▶ **TASK**
Look through the records below for the word "Answer". Report how many lines have it, and only that number.

▶ **PROVIDED RECORDS**
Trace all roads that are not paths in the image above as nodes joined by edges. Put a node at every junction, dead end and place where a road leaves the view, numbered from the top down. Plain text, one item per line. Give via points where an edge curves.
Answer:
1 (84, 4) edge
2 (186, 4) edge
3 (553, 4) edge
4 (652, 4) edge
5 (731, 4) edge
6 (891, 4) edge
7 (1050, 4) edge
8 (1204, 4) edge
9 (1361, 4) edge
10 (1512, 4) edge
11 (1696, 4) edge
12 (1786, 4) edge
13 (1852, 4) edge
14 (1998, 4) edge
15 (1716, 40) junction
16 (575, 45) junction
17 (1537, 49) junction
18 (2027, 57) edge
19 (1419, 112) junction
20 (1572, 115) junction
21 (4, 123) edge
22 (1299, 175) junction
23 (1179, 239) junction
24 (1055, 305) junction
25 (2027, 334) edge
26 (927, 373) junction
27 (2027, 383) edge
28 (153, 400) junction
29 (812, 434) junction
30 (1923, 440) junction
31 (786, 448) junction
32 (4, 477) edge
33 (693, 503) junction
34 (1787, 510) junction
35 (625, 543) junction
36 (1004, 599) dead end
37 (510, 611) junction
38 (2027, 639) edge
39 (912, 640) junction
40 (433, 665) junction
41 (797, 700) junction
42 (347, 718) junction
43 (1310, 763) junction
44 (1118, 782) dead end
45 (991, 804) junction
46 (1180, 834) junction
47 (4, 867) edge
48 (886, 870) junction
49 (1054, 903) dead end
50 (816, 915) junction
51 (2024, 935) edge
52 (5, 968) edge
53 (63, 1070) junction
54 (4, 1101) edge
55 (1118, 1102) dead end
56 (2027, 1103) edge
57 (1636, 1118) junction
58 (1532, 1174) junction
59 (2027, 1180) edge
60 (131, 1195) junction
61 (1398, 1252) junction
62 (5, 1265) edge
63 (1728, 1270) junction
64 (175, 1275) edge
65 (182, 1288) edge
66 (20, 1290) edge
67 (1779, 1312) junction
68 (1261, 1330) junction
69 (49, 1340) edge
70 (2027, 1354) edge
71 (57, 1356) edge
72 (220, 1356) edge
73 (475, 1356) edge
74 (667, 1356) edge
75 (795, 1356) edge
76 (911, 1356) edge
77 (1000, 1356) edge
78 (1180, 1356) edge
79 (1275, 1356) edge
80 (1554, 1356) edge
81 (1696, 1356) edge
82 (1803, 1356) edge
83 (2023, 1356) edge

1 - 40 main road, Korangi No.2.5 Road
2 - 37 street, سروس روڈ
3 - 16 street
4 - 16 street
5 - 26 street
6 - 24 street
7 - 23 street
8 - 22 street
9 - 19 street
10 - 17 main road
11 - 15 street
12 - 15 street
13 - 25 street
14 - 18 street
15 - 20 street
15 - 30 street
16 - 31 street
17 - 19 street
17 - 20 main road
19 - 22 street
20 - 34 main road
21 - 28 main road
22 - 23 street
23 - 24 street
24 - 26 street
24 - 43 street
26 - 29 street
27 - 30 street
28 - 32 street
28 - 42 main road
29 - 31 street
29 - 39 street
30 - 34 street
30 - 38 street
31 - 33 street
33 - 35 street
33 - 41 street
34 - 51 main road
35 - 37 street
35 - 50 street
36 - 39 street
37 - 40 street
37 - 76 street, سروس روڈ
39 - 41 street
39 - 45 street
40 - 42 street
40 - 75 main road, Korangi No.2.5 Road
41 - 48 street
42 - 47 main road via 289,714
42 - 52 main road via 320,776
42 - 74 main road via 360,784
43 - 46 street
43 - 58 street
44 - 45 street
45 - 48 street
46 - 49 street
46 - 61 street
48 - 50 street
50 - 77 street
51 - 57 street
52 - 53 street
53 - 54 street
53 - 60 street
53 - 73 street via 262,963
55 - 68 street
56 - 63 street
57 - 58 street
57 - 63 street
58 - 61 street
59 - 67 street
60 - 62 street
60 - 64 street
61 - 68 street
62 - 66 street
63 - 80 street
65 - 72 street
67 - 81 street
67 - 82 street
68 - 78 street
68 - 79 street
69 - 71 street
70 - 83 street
...
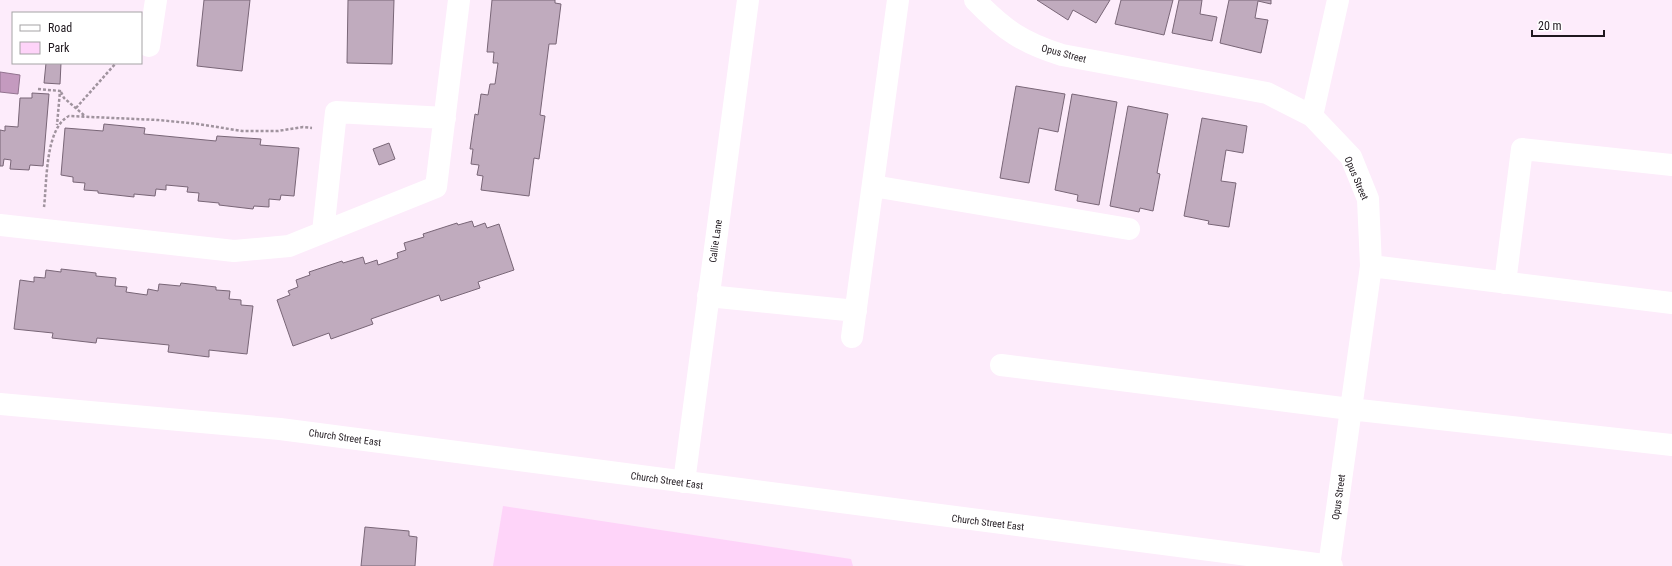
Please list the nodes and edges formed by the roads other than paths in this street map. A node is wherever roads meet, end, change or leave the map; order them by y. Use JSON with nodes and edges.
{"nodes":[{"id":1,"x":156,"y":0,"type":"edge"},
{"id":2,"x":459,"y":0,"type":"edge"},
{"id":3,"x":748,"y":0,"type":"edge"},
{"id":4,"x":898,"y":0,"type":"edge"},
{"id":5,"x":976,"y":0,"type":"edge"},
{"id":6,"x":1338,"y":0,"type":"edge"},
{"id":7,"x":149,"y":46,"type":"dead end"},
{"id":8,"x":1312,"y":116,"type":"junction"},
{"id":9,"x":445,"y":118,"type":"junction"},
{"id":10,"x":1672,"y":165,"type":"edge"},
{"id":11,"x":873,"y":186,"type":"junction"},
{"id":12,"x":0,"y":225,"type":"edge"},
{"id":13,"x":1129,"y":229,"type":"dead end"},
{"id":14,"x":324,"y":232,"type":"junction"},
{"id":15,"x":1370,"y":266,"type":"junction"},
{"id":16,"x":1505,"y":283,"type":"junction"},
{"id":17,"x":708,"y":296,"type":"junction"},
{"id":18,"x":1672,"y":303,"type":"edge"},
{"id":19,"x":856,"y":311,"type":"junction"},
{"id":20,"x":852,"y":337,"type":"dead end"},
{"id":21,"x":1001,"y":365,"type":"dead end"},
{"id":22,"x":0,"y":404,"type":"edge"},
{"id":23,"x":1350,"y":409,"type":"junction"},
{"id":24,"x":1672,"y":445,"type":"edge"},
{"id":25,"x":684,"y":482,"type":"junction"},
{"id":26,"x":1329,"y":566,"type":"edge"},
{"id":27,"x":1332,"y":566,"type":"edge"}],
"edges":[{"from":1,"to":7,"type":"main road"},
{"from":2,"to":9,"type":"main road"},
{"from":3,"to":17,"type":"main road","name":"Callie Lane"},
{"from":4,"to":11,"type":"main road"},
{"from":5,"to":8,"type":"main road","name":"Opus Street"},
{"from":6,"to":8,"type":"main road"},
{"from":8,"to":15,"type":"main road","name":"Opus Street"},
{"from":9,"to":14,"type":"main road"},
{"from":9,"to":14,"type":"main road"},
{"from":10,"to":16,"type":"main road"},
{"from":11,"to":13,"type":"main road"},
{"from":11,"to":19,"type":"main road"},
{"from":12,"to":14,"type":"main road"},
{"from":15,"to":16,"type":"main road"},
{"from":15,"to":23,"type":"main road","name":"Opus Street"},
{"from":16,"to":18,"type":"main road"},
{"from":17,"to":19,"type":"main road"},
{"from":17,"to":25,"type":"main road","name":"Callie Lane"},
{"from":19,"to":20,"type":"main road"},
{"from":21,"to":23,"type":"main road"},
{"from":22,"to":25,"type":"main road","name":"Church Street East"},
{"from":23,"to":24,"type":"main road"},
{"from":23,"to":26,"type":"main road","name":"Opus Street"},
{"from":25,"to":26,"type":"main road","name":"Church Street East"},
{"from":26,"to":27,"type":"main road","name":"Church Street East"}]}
* * *
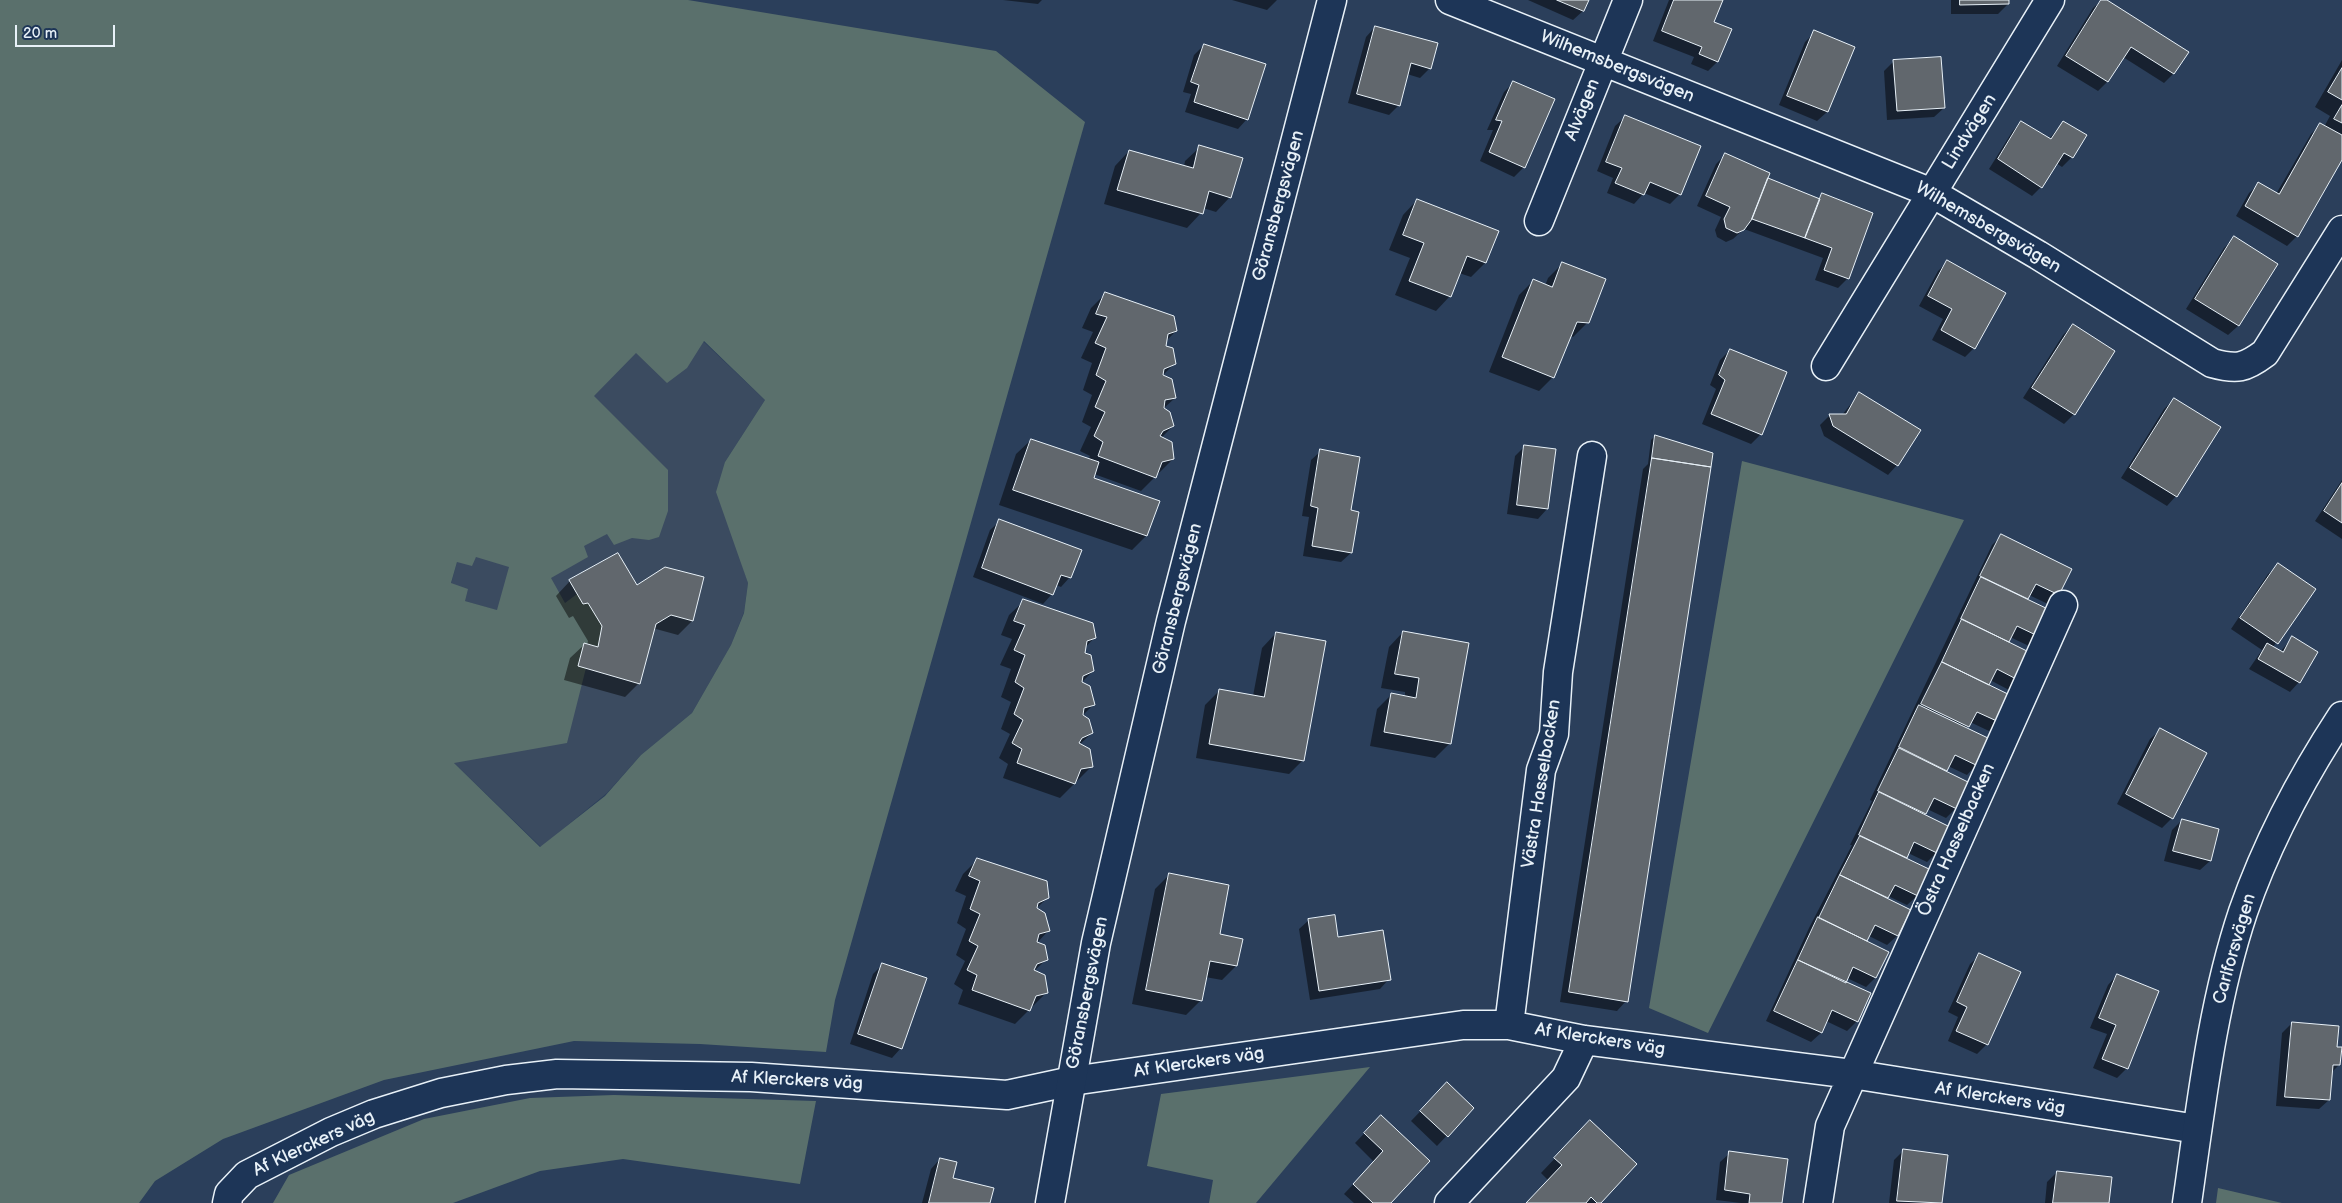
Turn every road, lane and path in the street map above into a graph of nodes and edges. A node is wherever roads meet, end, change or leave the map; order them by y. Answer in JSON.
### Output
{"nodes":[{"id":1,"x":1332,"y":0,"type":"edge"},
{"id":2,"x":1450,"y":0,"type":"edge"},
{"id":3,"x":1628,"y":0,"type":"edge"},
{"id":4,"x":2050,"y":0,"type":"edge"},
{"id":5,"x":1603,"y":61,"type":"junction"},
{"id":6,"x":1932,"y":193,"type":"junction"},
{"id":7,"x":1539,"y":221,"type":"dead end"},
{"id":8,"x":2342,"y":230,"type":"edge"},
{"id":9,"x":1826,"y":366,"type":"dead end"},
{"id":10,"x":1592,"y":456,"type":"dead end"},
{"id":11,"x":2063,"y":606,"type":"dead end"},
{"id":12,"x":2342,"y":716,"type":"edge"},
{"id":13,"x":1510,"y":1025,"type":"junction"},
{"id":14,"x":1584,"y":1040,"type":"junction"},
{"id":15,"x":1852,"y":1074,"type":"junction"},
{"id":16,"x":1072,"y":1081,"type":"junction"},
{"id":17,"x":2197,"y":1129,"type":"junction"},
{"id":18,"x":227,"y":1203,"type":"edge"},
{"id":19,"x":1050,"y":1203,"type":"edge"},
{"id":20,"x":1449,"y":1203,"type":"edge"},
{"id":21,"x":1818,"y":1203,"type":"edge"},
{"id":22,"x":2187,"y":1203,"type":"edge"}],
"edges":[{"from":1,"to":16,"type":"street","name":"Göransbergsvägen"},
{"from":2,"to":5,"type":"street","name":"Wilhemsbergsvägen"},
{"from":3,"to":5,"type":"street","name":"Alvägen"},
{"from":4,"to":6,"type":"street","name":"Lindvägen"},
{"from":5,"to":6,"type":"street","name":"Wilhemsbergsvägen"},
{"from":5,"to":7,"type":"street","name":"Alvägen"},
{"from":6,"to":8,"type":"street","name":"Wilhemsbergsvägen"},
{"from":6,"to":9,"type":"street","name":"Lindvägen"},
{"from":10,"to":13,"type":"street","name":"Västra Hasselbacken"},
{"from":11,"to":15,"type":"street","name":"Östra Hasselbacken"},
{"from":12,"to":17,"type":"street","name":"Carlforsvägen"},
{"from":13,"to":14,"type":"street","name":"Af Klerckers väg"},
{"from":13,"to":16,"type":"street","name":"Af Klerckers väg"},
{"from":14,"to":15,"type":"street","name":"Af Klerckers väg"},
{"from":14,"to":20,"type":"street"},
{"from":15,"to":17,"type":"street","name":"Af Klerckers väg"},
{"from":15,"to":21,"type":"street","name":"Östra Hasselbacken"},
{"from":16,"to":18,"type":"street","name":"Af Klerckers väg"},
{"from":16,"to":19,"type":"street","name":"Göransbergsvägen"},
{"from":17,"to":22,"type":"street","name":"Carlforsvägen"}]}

▶ **RESULT OF THIS EXERCISE**
2